Sanity Checking Product Recommendations Before Production
In a previous blog post, Jon spoke about our ventures into the world of personalisation within Depop . He described one of our new features, product recommendations, an example of one of our machine learning projects. As part of the delivery, we had to answer the following…
How do we test that?
This question should always be at the forefront of your mind when planning a new feature. We need to be certain that anything we push live has no bugs or performance issues, as after all, they cause our users a bad experience and we want to avoid this at all cost. However, the answer isn’t always that straight forward. Sometimes, a feature can be covered by a few simple unit tests, an integration test but other times it involves a lot more thinking. A machine learning project is no different. Testing a machine learning (ML) algorithm isn’t easy. The size of the output data we are using means validating each output is almost impossible and very often, as in the case of our product recommendations, the outputs of a ML model are subjective to users’ preferences. For example, imagine the output of a model is “teal vintage top”. One person might think it’s green not teal, another high-street not vintage and another may think it’s not even a top. There’s no real way we can test this as a traditional unit or integration test, so we have to think harder.

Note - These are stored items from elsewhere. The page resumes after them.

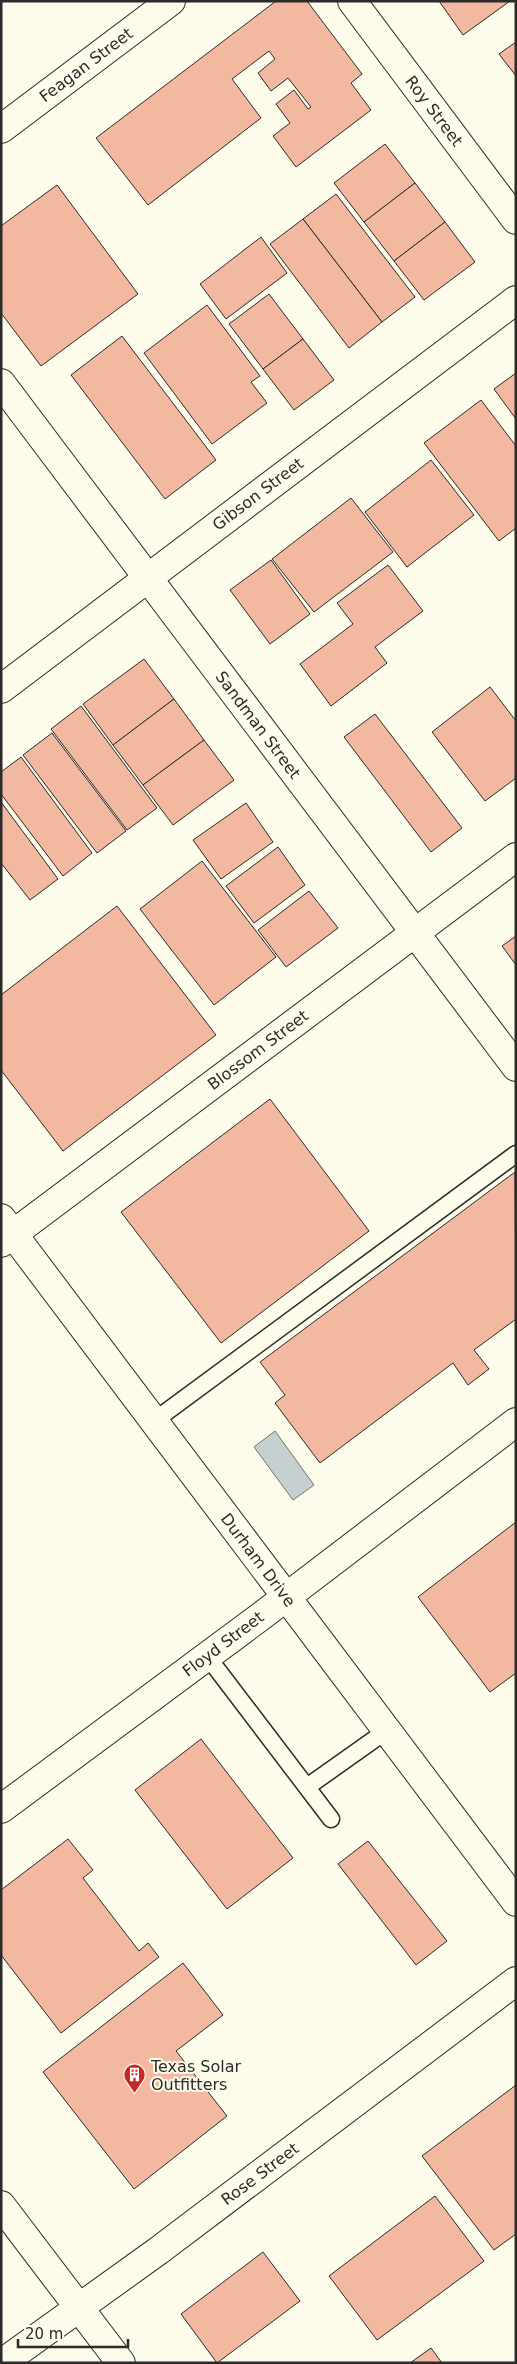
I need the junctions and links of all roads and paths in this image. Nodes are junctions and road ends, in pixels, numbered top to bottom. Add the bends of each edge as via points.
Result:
1 (171, 1) edge
2 (352, 1) edge
3 (1, 130) edge
4 (516, 220) edge
5 (516, 300) edge
6 (5, 395) edge
7 (147, 577) junction
8 (1, 689) edge
9 (516, 857) edge
10 (415, 933) junction
11 (516, 1067) edge
12 (516, 1154) edge
13 (5, 1232) edge
14 (154, 1421) junction
15 (516, 1422) edge
16 (286, 1597) junction
17 (207, 1656) junction
18 (386, 1731) junction
19 (307, 1787) junction
20 (1, 1810) edge
21 (331, 1819) dead end
22 (516, 1902) edge
23 (516, 1981) edge
24 (1, 2205) edge
25 (79, 2307) junction
26 (2, 2363) edge
27 (121, 2363) edge

1 - 3 street, Feagan Street
2 - 4 street, Roy Street
5 - 7 street, Gibson Street
6 - 7 street, Sandman Street
7 - 8 street, Gibson Street
7 - 10 street, Sandman Street
9 - 10 street, Blossom Street
10 - 11 street, Sandman Street
10 - 13 street, Blossom Street
12 - 14 lane
13 - 14 street, Durham Drive
14 - 16 street, Durham Drive
15 - 16 street, Floyd Street
16 - 17 street, Floyd Street
16 - 18 street, Durham Drive
17 - 19 lane
17 - 20 street, Floyd Street
18 - 19 lane
18 - 22 street, Durham Drive
19 - 21 lane
23 - 25 street, Rose Street
24 - 25 street
25 - 26 street, Rose Street
25 - 27 street

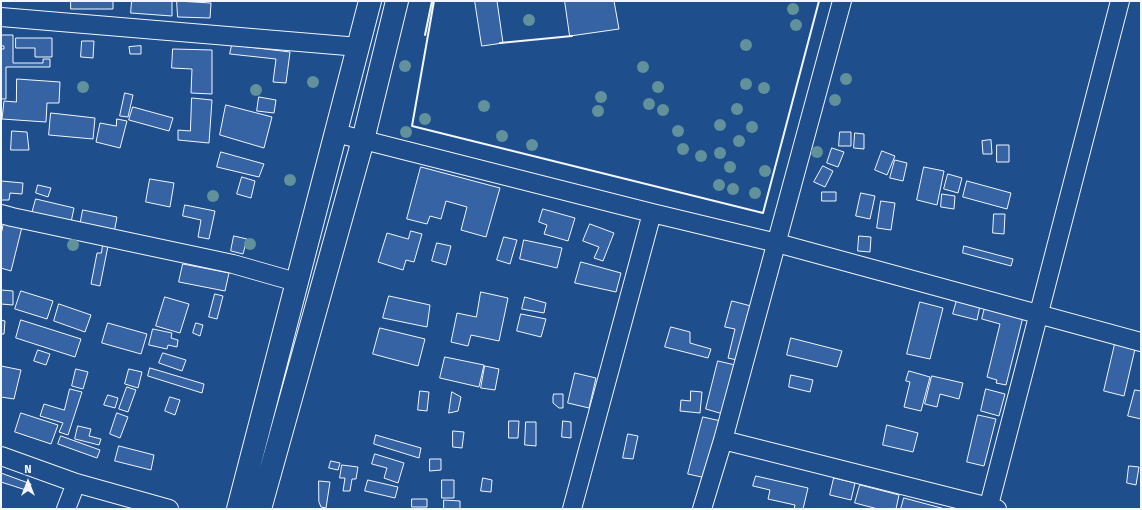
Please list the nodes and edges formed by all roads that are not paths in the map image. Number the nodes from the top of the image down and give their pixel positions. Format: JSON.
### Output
{"nodes":[{"id":1,"x":370,"y":1,"type":"edge"},
{"id":2,"x":397,"y":1,"type":"edge"},
{"id":3,"x":842,"y":1,"type":"edge"},
{"id":4,"x":1120,"y":1,"type":"edge"},
{"id":5,"x":1,"y":17,"type":"edge"},
{"id":6,"x":359,"y":47,"type":"junction"},
{"id":7,"x":336,"y":133,"type":"junction"},
{"id":8,"x":363,"y":140,"type":"junction"},
{"id":9,"x":652,"y":213,"type":"junction"},
{"id":10,"x":1,"y":214,"type":"edge"},
{"id":11,"x":777,"y":243,"type":"junction"},
{"id":12,"x":296,"y":282,"type":"junction"},
{"id":13,"x":1038,"y":315,"type":"junction"},
{"id":14,"x":1141,"y":342,"type":"edge"},
{"id":15,"x":723,"y":440,"type":"junction"},
{"id":16,"x":1,"y":456,"type":"edge"},
{"id":17,"x":76,"y":483,"type":"junction"},
{"id":18,"x":991,"y":508,"type":"edge"},
{"id":19,"x":66,"y":509,"type":"edge"},
{"id":20,"x":169,"y":509,"type":"edge"},
{"id":21,"x":238,"y":509,"type":"edge"},
{"id":22,"x":260,"y":509,"type":"edge"},
{"id":23,"x":572,"y":509,"type":"edge"},
{"id":24,"x":702,"y":509,"type":"edge"}],
"edges":[{"from":1,"to":6,"type":"street"},
{"from":2,"to":8,"type":"street"},
{"from":3,"to":11,"type":"street"},
{"from":4,"to":13,"type":"street"},
{"from":5,"to":6,"type":"street"},
{"from":6,"to":7,"type":"street"},
{"from":7,"to":8,"type":"street"},
{"from":7,"to":12,"type":"street"},
{"from":8,"to":9,"type":"street"},
{"from":8,"to":22,"type":"street"},
{"from":9,"to":11,"type":"street"},
{"from":9,"to":23,"type":"street"},
{"from":10,"to":12,"type":"street"},
{"from":11,"to":13,"type":"street"},
{"from":11,"to":15,"type":"street"},
{"from":12,"to":21,"type":"street"},
{"from":13,"to":14,"type":"street"},
{"from":13,"to":18,"type":"street"},
{"from":15,"to":18,"type":"street"},
{"from":15,"to":24,"type":"street"},
{"from":16,"to":17,"type":"street"},
{"from":17,"to":19,"type":"street"},
{"from":17,"to":20,"type":"street"}]}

One of the most widely accepted ideas is not to measure the output of the model itself but more the impact it has upon related business metrics in production. For our product recommendations, how does a change to the algorithm increase the number of views, likes or purchases of products across the platform. Tracking these values over a period of time can enable us to have a good idea about the performance of our model. This, however is an unusual workflow in automated software testing. Normally, we develop a feature locally, then test it in our staging environment before pushing it into production. We started to think of whether it was possible to perform worthwhile tests on ML algorithms in staging, before they make it to production.

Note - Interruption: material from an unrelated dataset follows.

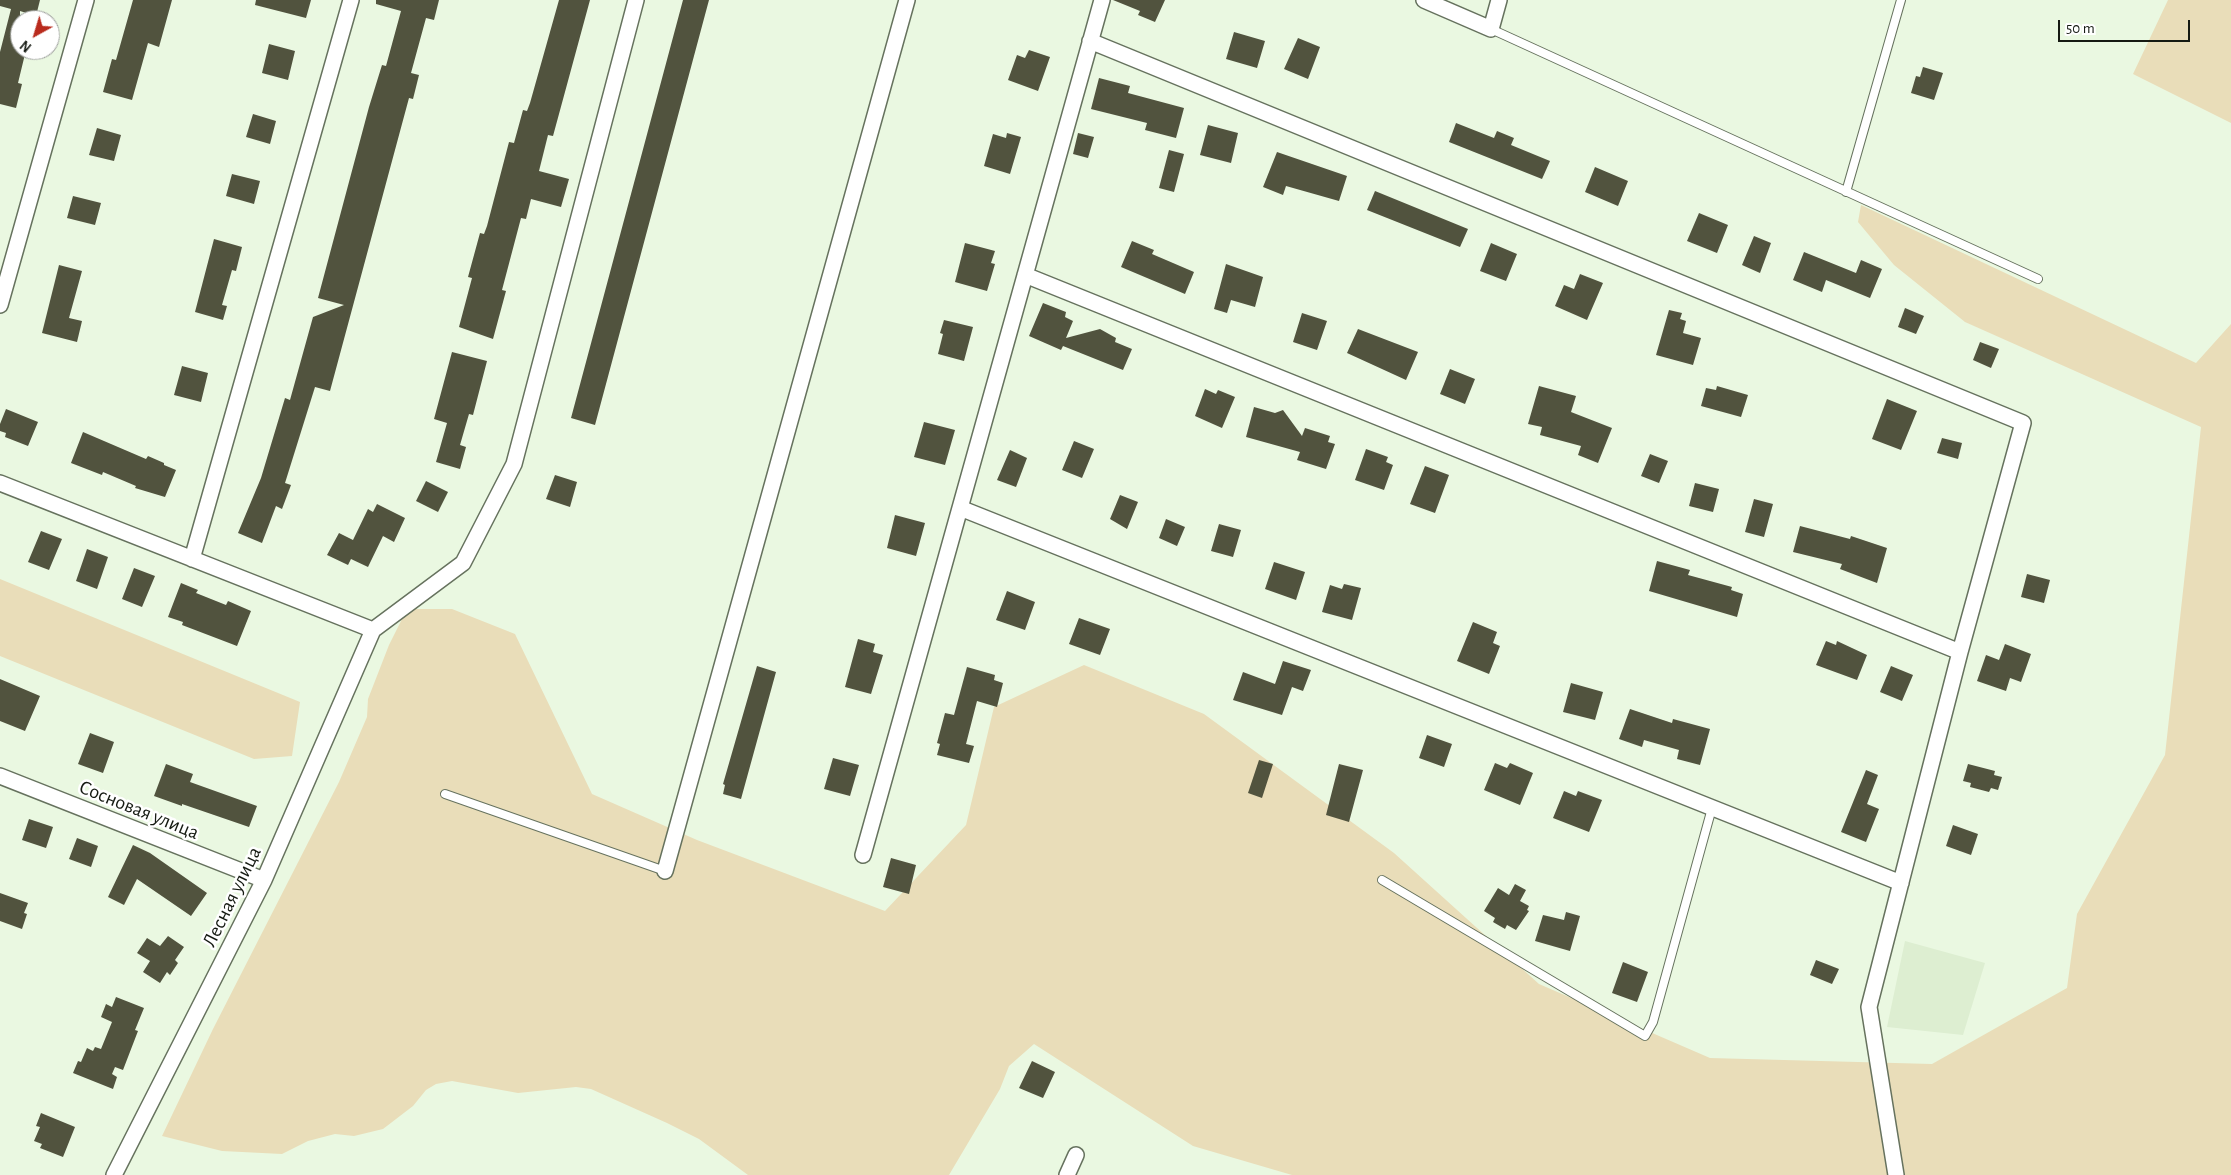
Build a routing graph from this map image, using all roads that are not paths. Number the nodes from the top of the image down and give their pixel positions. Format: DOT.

We took product recommendations system as our guinea pig. As Jon explained, the algorithm relies on a user’s interactions (like, save, comment, message etc..). We have some criteria based upon these interactions such that if a user satisfies them then we recommend them products. Simple. However, we had no users in staging that would be included.
What are the differences between our staging and production environments?
- The data is made up
Our staging environment is regularly populated with mock data through our testing frameworks. However, a lot of it isn’t useful for testing ML models. For instance, when testing whether a product contains a description, any string like “foo” will suffice, however this doesn’t aid us when we try to make predictions based upon the content of that description. When combining all of the elements of the mock data, it often doesn’t build a very realistic picture of a real life user or product, in particular, any given user doesn’t have an associated style or preference.
- The data isn’t dynamic
Once the users and products have been created in staging, they have a short lifespan. They may be instructed to perform a short number of actions and then after that, they become dormant. In production, our users come back to the app regularly to interact with products. We need our staging users to be active enough to be included in our recommendations.
- The size of data
The size of our staging environment is minute compared to production. We have about half a million products in staging compared with 100 million in production. As with most ML algorithms, the larger the data set, the more effective it will be.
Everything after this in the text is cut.